Indústria 1 – Cidadãos 0, na mais recente avaliação sobre o glifosato
2017/03/15 – Desde que em 2015 a OMS – Organização Mundial de Saúde classificou o glifosato como sendo uma substância que “provavelmente” causa cancro em pessoas e que “demonstradamente” causa cancro em animais de laboratório o futuro na Europa do herbicida mais vendido no mundo (e em Portugal) tornou-se uma questão de intenso debate científico, social e político. Após anos de adiamentos, os Estados Membros e a Comissão Europeia deverão decidir em 2017 se reautorizam os herbicidas à base de glifosato, e por quanto tempo. Em cima da mesa estão os pareceres positivos do país relator (Alemanha), da Autoridade Europeia de Segurança Alimentar (EFSA) e as sucessivas propostas da própria Comissão Europeia para que o herbicida seja aprovado (ver por exemplo aqui e aqui). Hoje, com o parecer da ECHA (Agência Europeia dos Produtos Químicos), também ele positivo, foi tornada pública uma das últimas peças deste puzzle.
Neste momento importa entender o que poderá significar uma diferença de 180 graus entre pareceres científicos sobre o mesmo assunto. Embora em abstrato os pareceres devessem chegar à mesma conclusão, isso em ciência frequentemente não acontece e o caso do glifosato não foi exceção. Se dois grupos de especialistas têm conclusões opostas, alguma conclusão é melhor que outra? Haverá critérios que possam ser usados para escolher? A resposta às duas perguntas é Sim. A controvérsia científica normalmente é sinónimo de informação incompleta. Então, uma vez que ainda não há certezas, a decisão política deve errar para o lado da precaução, ou seja, escolher a opção que mais protege a saúde e o ambiente – o que, para o glifosato, significa proibir o seu uso. A alternativa (arriscar) só se justifica em casos de força maior e a opinião pública europeia não vê essa opção com bons olhos.

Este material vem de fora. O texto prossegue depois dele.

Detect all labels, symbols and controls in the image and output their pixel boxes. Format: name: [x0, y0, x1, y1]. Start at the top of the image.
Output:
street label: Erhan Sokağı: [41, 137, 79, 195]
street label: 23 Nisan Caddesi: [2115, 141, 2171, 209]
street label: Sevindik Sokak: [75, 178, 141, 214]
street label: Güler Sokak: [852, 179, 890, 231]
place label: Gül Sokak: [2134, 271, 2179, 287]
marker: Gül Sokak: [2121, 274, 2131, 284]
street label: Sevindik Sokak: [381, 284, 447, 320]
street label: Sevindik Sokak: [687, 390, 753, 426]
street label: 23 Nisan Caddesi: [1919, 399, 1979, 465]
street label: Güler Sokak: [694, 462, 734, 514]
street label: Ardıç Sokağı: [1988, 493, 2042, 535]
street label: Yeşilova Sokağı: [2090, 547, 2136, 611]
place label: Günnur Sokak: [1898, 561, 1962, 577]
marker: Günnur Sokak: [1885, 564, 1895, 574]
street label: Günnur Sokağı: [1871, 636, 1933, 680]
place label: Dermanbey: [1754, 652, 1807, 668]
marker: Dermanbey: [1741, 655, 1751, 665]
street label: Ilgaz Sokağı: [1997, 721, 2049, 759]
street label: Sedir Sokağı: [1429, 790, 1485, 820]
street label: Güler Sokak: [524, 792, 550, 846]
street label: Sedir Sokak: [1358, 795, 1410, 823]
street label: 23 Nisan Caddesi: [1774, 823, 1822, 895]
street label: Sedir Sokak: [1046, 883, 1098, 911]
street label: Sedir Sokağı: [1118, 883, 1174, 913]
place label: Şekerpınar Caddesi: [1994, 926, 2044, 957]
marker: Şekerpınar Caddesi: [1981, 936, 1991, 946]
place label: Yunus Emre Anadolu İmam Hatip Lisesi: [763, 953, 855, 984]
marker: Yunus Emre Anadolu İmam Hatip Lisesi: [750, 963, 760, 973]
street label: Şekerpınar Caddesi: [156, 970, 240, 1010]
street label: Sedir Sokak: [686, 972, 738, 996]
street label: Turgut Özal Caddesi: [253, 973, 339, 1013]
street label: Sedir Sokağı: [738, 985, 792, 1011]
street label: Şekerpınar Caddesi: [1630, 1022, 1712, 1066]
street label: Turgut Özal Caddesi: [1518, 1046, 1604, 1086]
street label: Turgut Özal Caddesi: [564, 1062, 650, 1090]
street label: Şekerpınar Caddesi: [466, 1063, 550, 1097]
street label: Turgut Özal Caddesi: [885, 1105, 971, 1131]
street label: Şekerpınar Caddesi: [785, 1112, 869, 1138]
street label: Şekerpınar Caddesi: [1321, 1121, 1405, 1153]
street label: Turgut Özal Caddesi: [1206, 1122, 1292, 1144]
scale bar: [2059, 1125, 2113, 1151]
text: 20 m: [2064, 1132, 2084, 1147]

Por outro lado a controvérsia científica pode ter uma explicação menos benigna. Tal como a indústria do tabaco durante anos mentiu sobre o risco de cancro do pulmão, e a indústria petrolífera aprendeu cedo a pôr em causa a ciência das alterações climáticas, pode haver cientistas cuja preocupação seja mais o lucro da agroindústria do que a proteção da sociedade agora e no futuro. Que factos podem ser apurados atualmente? No caso do parecer alemão, a avaliação do impacto do glifosato na saúde ficou a cargo do Bundesinstitut für Risikobewertung (BfR – Instituto Federal de Avaliação de Risco). Muito embora seja uma estrutura oficial o BfR apresenta, na sua Comissão de Produtos Fitossanitários e Respetivos Resíduos, nada mais nada menos do que três funcionários das multinacionais que produzem pesticidas, incluindo o glifosato (2 da BASF e 1 da Bayer). O conflito de interesses é tão óbvio que quase parece normal. A situação torna-se ainda mais absurda quando se pode ler, no relatório do BfR, que o texto não foi feito de raiz pelo instituto: “por falta de tempo” usaram um documento produzido pela indústria e limitaram-se a editá-lo. Alguém de bom senso acredita que este é o caminho para encontrar a verdade?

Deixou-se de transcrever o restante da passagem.